「忘れられない」 第六章 再会
「はい、私も同じ思いです・・・では、また・・・」
宿の主人、洞口は玄関先でこの光景を眺めていた。改めて有紀が素敵な女性である事を知らされたようだ。やがて森夫婦も到着して、久しぶりの会話に心弾んでいた。
明雄は考えていた。今のペースで働けば残業分を入れて年内に全部借金を返せるかも知れないと。そのためには無駄な出費をしたくない。有紀と逢うために大阪へ行くのは毎月3万ほどでも年にすると36万になる。いまは逢う事を我慢しようと有紀に話すつもりでいた。
安田の紹介で世話になる会社へも新年明けてすぐに入社できるから、三月のオープンまでに仕事を間に合わせることが出来る。やるからにはしっかりと力を出さないと安田に申し訳ないと思っていた。土曜日の夜に有紀からメールが来て、明日昼ご飯一緒にしてから帰りたい、と誘いがあった。有紀に逢って今の気持ちを伝えようとメールに返信した。

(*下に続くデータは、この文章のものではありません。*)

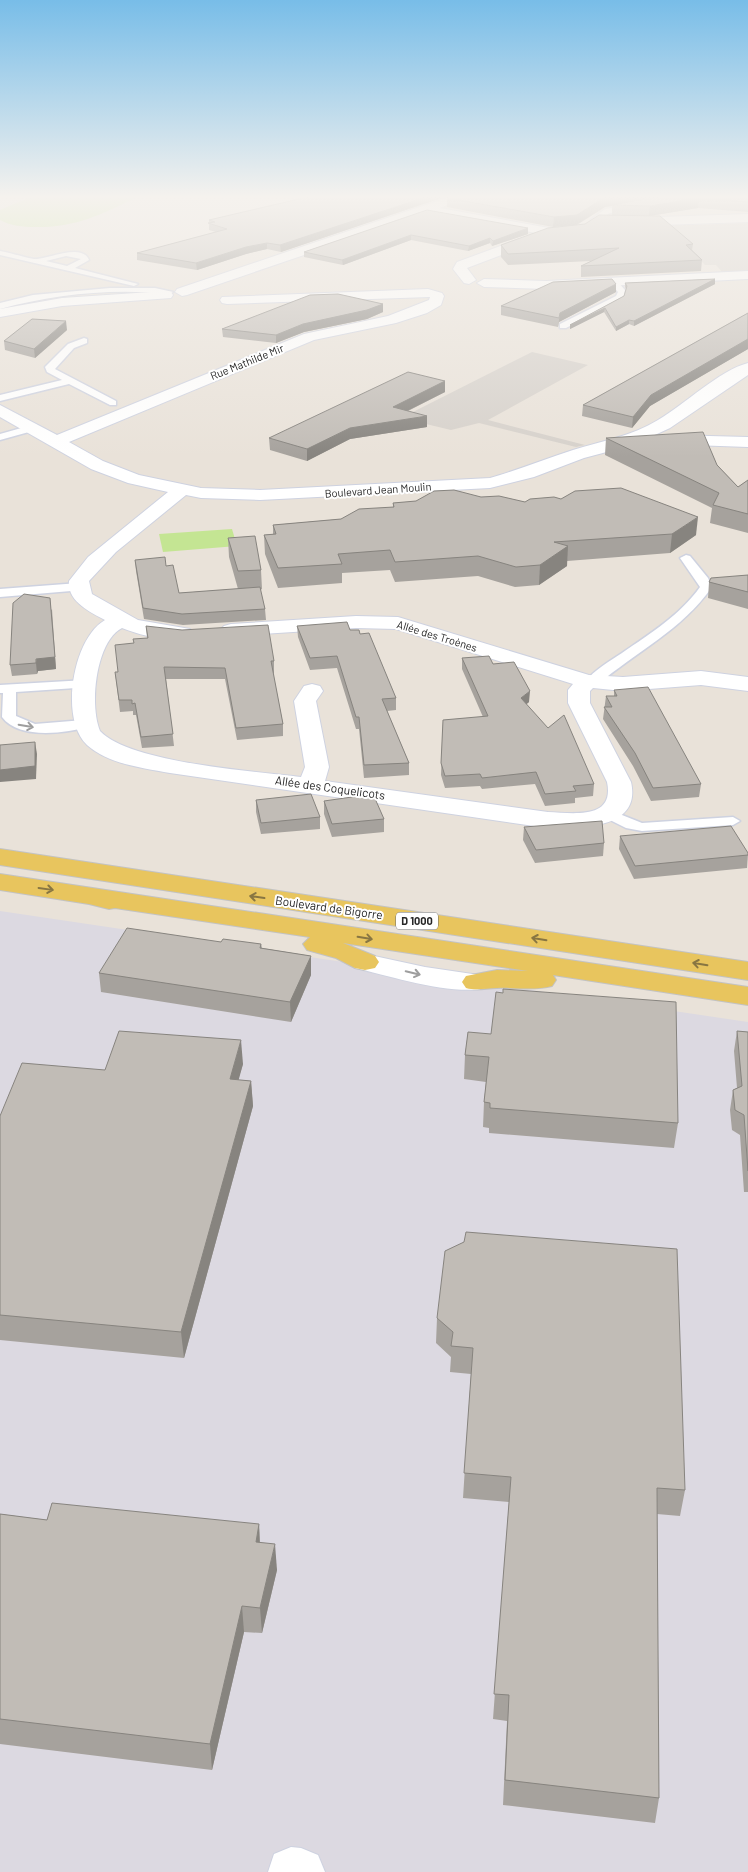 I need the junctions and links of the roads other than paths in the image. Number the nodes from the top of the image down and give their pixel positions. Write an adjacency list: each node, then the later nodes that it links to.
1 (125, 282): 7 (lane)
2 (204, 282): 7 (street)
3 (455, 282): 6 (street)
4 (605, 282): 6 (street)
5 (613, 282): 10 (lane)
6 (452, 289): 7 (street); 19 (street, Rue Mathilde Mir)
7 (172, 293): 8 (lane); 9 (street)
8 (0, 306)
9 (0, 313)
10 (562, 326)
11 (84, 341): 13 (lane)
12 (748, 368): 20 (street, Boulevard Jean Moulin)
13 (70, 381): 14 (lane); 15 (lane)
14 (0, 398)
15 (113, 403)
16 (0, 410): 17 (street, Boulevard Jean Moulin)
17 (32, 428): 18 (lane); 19 (street, Boulevard Jean Moulin)
18 (0, 437)
19 (57, 441): 22 (street, Boulevard Jean Moulin)
20 (627, 441): 21 (street); 22 (street, Boulevard Jean Moulin)
21 (748, 442)
22 (181, 490): 24 (street)
23 (686, 558): 27 (lane)
24 (79, 587): 25 (lane); 26 (street)
25 (0, 593)
26 (120, 621): 27 (street, Allée des Troènes); 28 (street)
27 (590, 681): 29 (street, Allée des Troènes); 34 (street)
28 (86, 684): 30 (lane); 32 (street)
29 (748, 684)
30 (5, 688): 32 (lane, one-way to 32)
31 (312, 691): 33 (street)
32 (84, 724): 33 (street, Allée des Coquelicots)
33 (311, 784): 34 (street, Allée des Coquelicots)
34 (607, 813): 35 (lane)
35 (733, 821)
36 (0, 857): 40 (main road, Boulevard de Bigorre / D 1000, one-way to 36)
37 (0, 882): 38 (main road, D 1000, one-way to 38)
38 (92, 896): 39 (main road); 42 (main road, Boulevard de Bigorre / D 1000, one-way to 42)
39 (365, 962): 41 (street, one-way to 41)
40 (748, 971)
41 (476, 982): 43 (main road)
42 (748, 996)
43 (748, 1011)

「明日大切な話がしたい。12時に名古屋駅のエスカレーターの前で待っています」と。
父親の死から塾を閉鎖していろんな仕事を明雄はしてきた。今の仕事はパソコンを使う内容だったので、塾の講師と言う前職が採用に結びついた。しかし不規則な時間で仕事をしているために、休みの土日もゆっくりと身体を休める事は出来なかった。最近少し体調が悪く感じるときがある。もちろん検査なんかに行く時間はないからそのままにしていた。有紀との結婚を前に一度医者に罹ろうと考えてはいるのだが・・・思うだけで進まない。

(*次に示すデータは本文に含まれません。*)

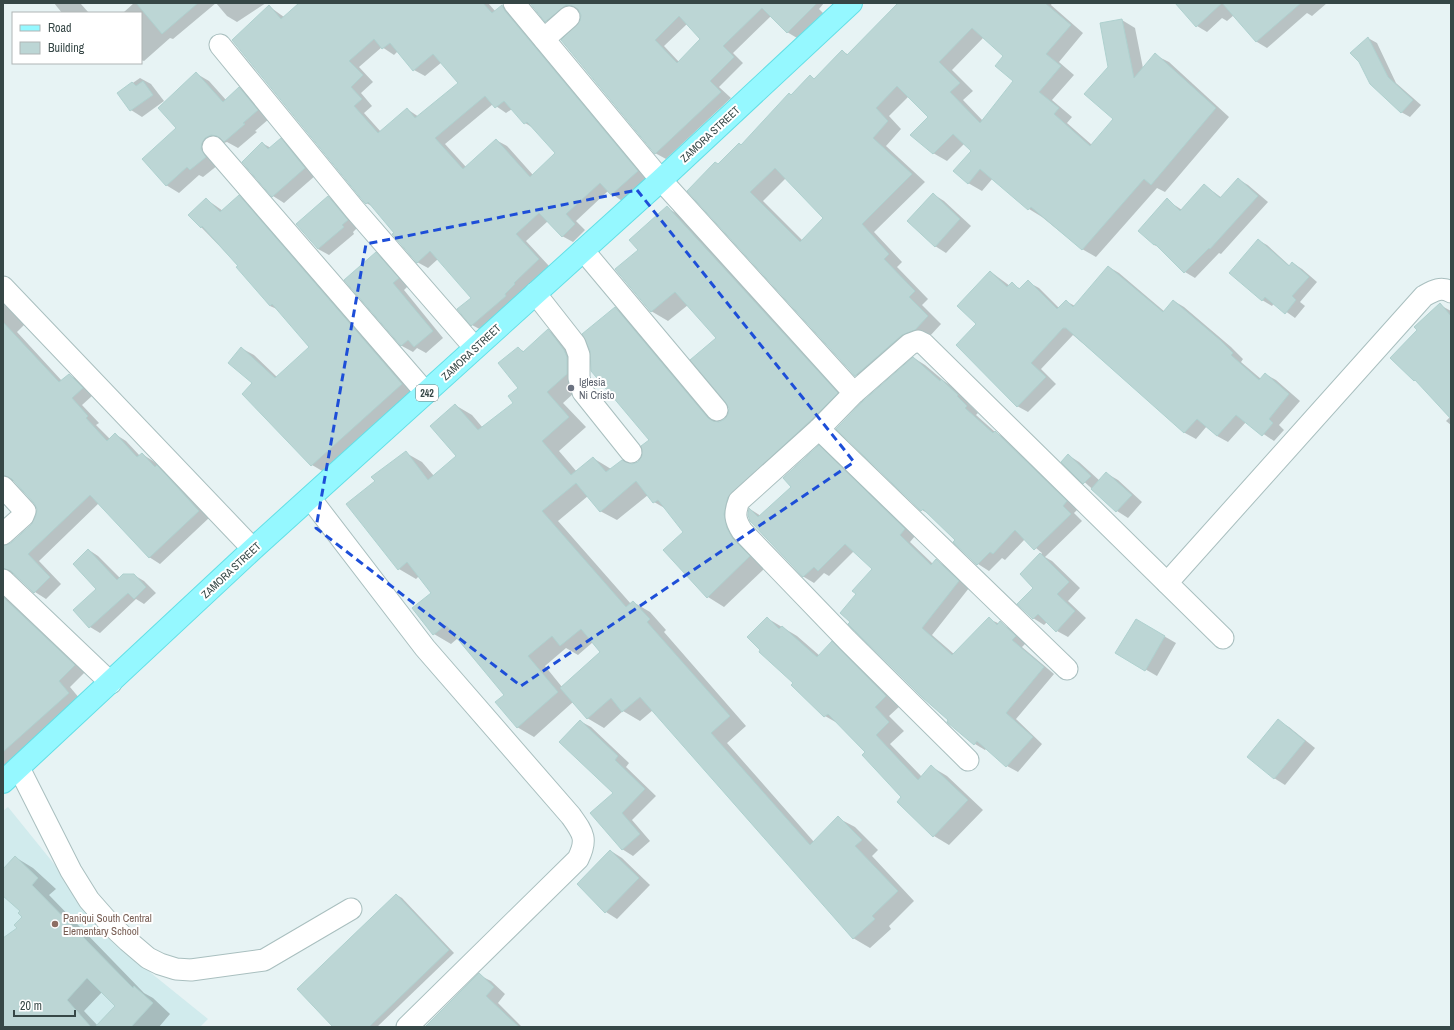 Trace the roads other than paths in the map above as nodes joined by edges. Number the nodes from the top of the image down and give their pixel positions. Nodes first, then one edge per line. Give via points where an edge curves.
1 (514, 3) edge
2 (851, 3) edge
3 (569, 17) dead end
4 (544, 39) junction
5 (220, 45) dead end
6 (213, 147) dead end
7 (661, 180) junction
8 (583, 250) junction
9 (3, 287) edge
10 (1451, 292) edge
11 (535, 293) junction
12 (475, 348) junction
13 (426, 393) junction
14 (854, 393) junction
15 (717, 410) dead end
16 (819, 429) junction
17 (631, 452) dead end
18 (3, 487) edge
19 (310, 498) junction
20 (3, 534) edge
21 (253, 549) junction
22 (3, 580) edge
23 (1167, 583) junction
24 (1223, 638) dead end
25 (1067, 669) dead end
26 (111, 683) junction
27 (968, 760) dead end
28 (19, 768) junction
29 (3, 782) edge
30 (351, 909) dead end
31 (407, 1027) edge

1 - 4 street
2 - 7 main road, ZAMORA STREET / 242
3 - 4 street
4 - 7 street
5 - 12 street via 355,210
6 - 13 street
7 - 8 main road, ZAMORA STREET / 242
7 - 14 street via 758,284
8 - 11 main road, ZAMORA STREET / 242
8 - 15 street
9 - 21 street
10 - 23 street via 1438,289 1424,296
11 - 12 main road, ZAMORA STREET / 242
11 - 17 street via 575,344 579,355 579,378 583,392
12 - 13 main road, ZAMORA STREET / 242
13 - 19 main road, ZAMORA STREET / 242
14 - 16 street
14 - 23 street via 910,344 918,341 924,344
16 - 25 street
16 - 27 street via 739,501 734,513 737,524 847,640
18 - 20 street via 25,511 23,516
19 - 21 main road, ZAMORA STREET / 242
19 - 31 street via 425,648 571,816 581,831 584,847 578,859
21 - 26 main road, ZAMORA STREET / 242
22 - 26 street
23 - 24 street
26 - 28 main road, ZAMORA STREET / 242
28 - 29 main road, ZAMORA STREET / 242
28 - 30 street via 71,871 89,900 110,925 148,958 160,964 191,970 264,960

日曜日、有紀は明雄の少し顔色が悪いことに気付き聞いてみた。
「ねえ、気になっているんだけど、顔色が悪く感じるの。気付いていない?」
「ああ、そうかも知れないね。残業が続いているから・・・もう少しの辛抱だから、何とか頑張るよ。それより大切な話しなきゃ・・・」
有紀は話よりも明雄に病院へ行って欲しいと思った。逢えない話を聞いても悲しくはなかったが、明雄の健康を心配することで悲しくなっていた。